Nowadays, the use of Hyper Reduced Order Models (HROMs) to tackle the high computational complexity of problems found in science and in engineering is becoming an interesting option to reach real-time computations. These methods look for the solution to the problem in subspaces of the solution space of very small dimension by making the hypothesis that the quantities to be hyper-reduced are k-compressible in a certain basis in the sense that these quantities have at most k non-zero significant entries when expressed in terms of that basis. In HROMs based on the Proper Orthogonal Decomposition (POD), a first reduction is performed by reducing the dimensionality of the test and trial spaces. It is widely known that in order to significantly reduce the computational complexity of the problem, the cost of assembling the residual and the tangent matrix at each Newton iteration must be reduced [1]. Consequently, a second reduction is accomplished by building approximations to the residual and the tangent matrix from sampling them at very few points of the domain. In this work, we examine different strategies for addressing hyper-reduction of problems characterised by multiple non-linear contributions.
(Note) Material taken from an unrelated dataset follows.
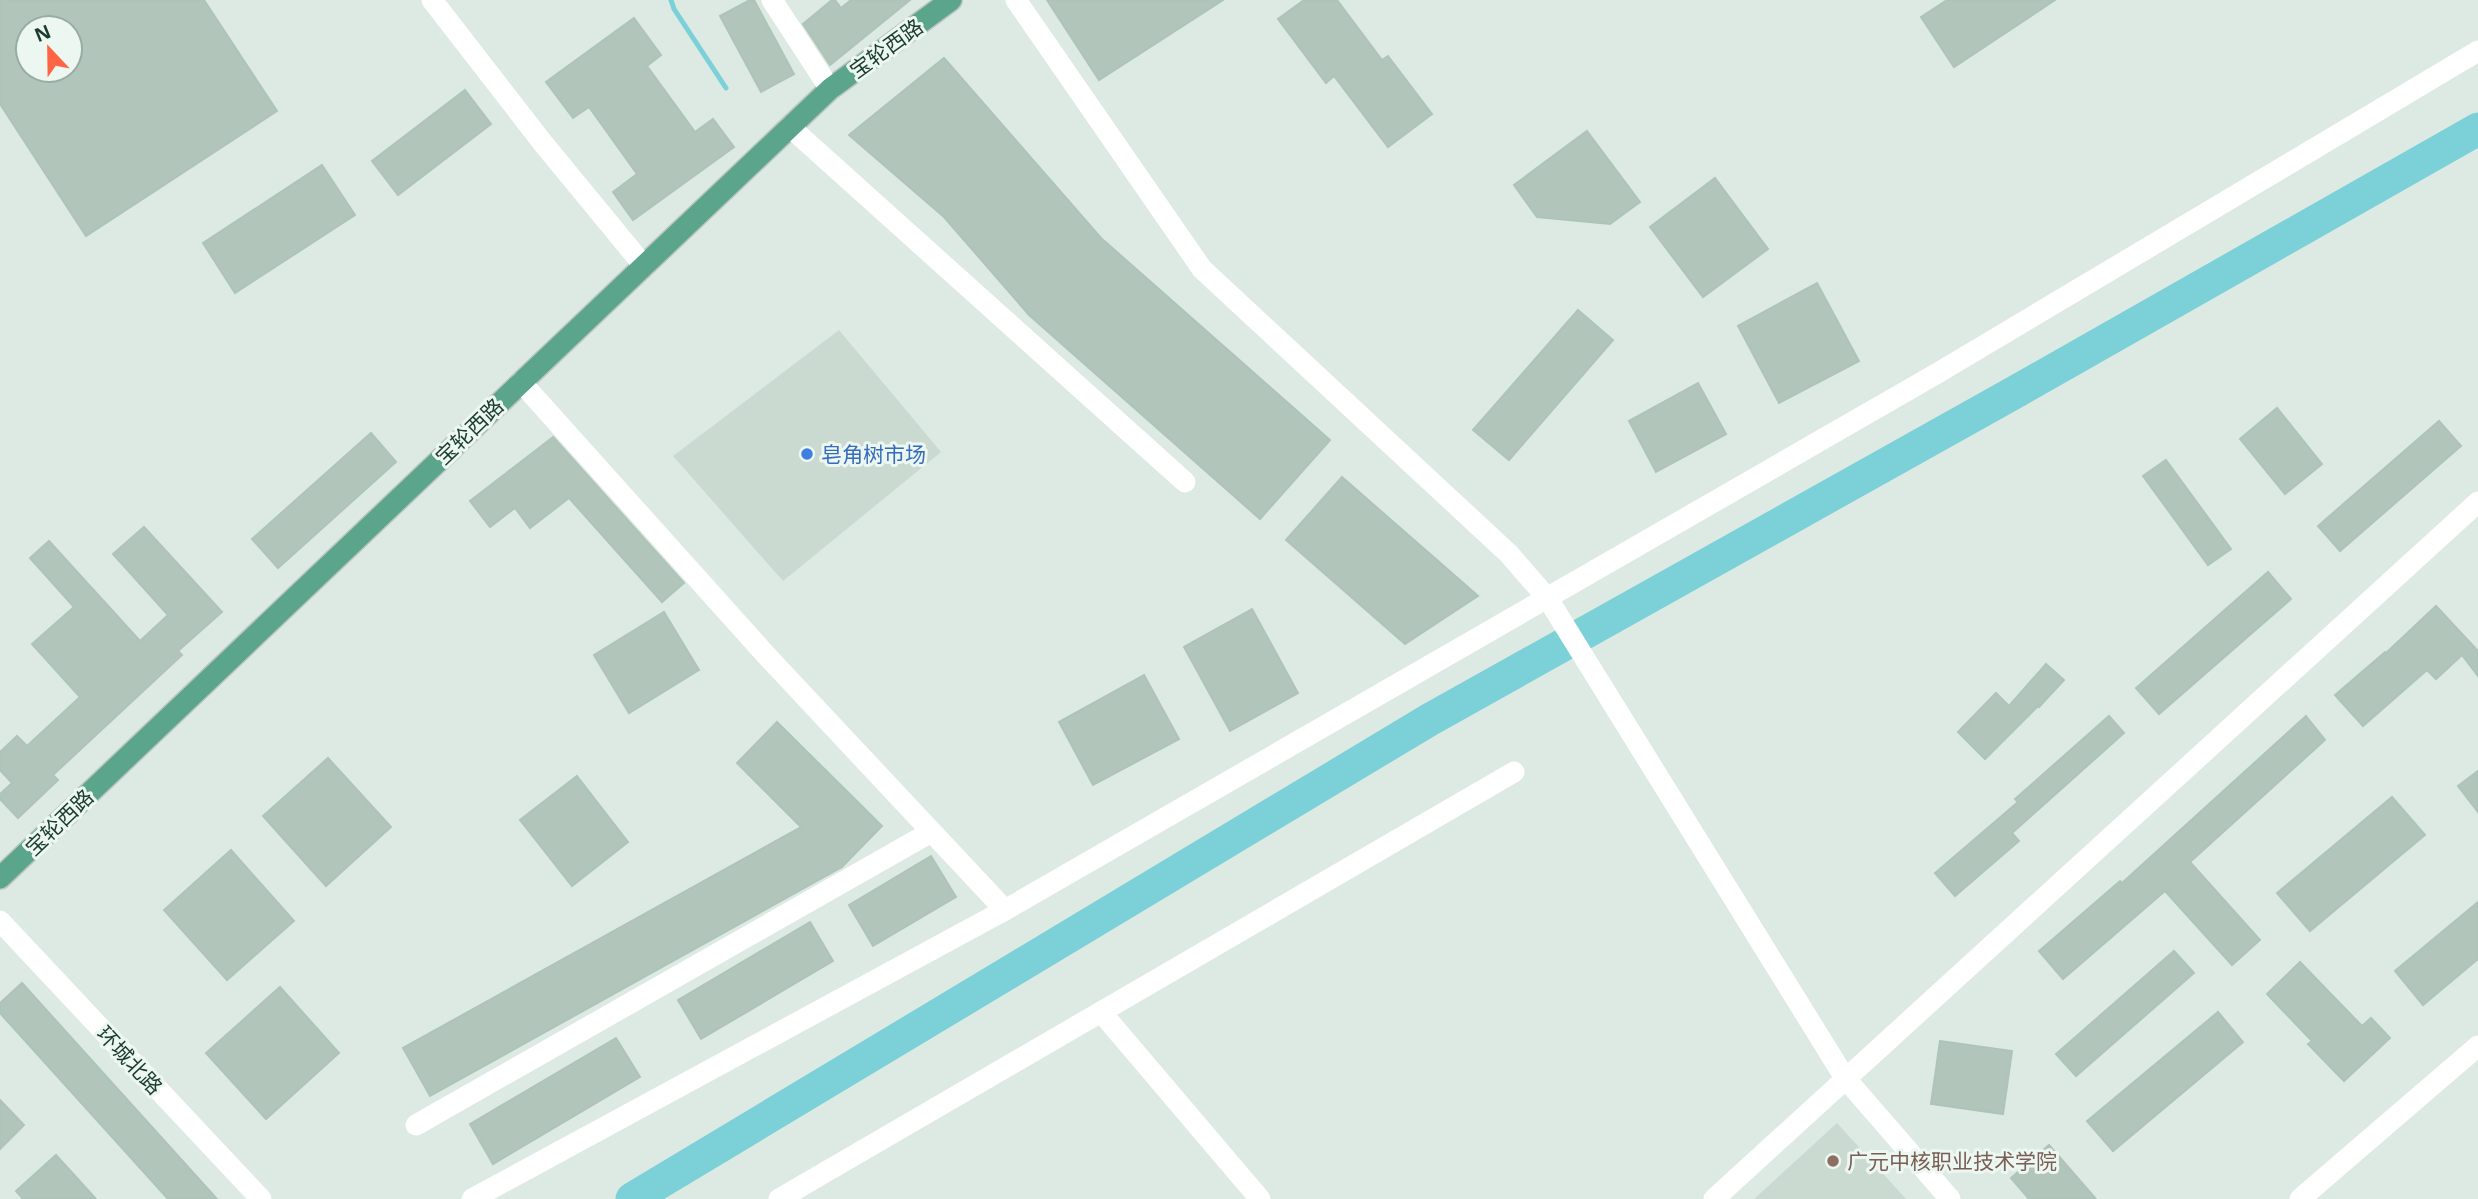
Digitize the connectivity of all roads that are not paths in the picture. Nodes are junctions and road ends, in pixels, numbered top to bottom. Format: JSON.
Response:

Schemes in which the residual is hyper-reduced as a unit, taking the history of the residual as snapshots for the reconstruction procedure, are usually found in the literature [2]. This strategy is used as a reference technique for comparison in our work. As observed from numerical experiments, poor k-compressibility and tangent matrix conditioning are obtained when applying this technique for the design of HROMs in the considered problems. In order to improve performance and robustness, it is proposed to separately hyper-reduce each of this non-linear terms. Additionally, the use of moving reference frames is proposed to hyper-reduce cases that involve moving heat sources. Applications to nonlinear phase change problems with temperature dependent thermophysical properties and welding problems are particularly considered. Through these examples we show the improvement in performance and robustness of the introduced HROMs.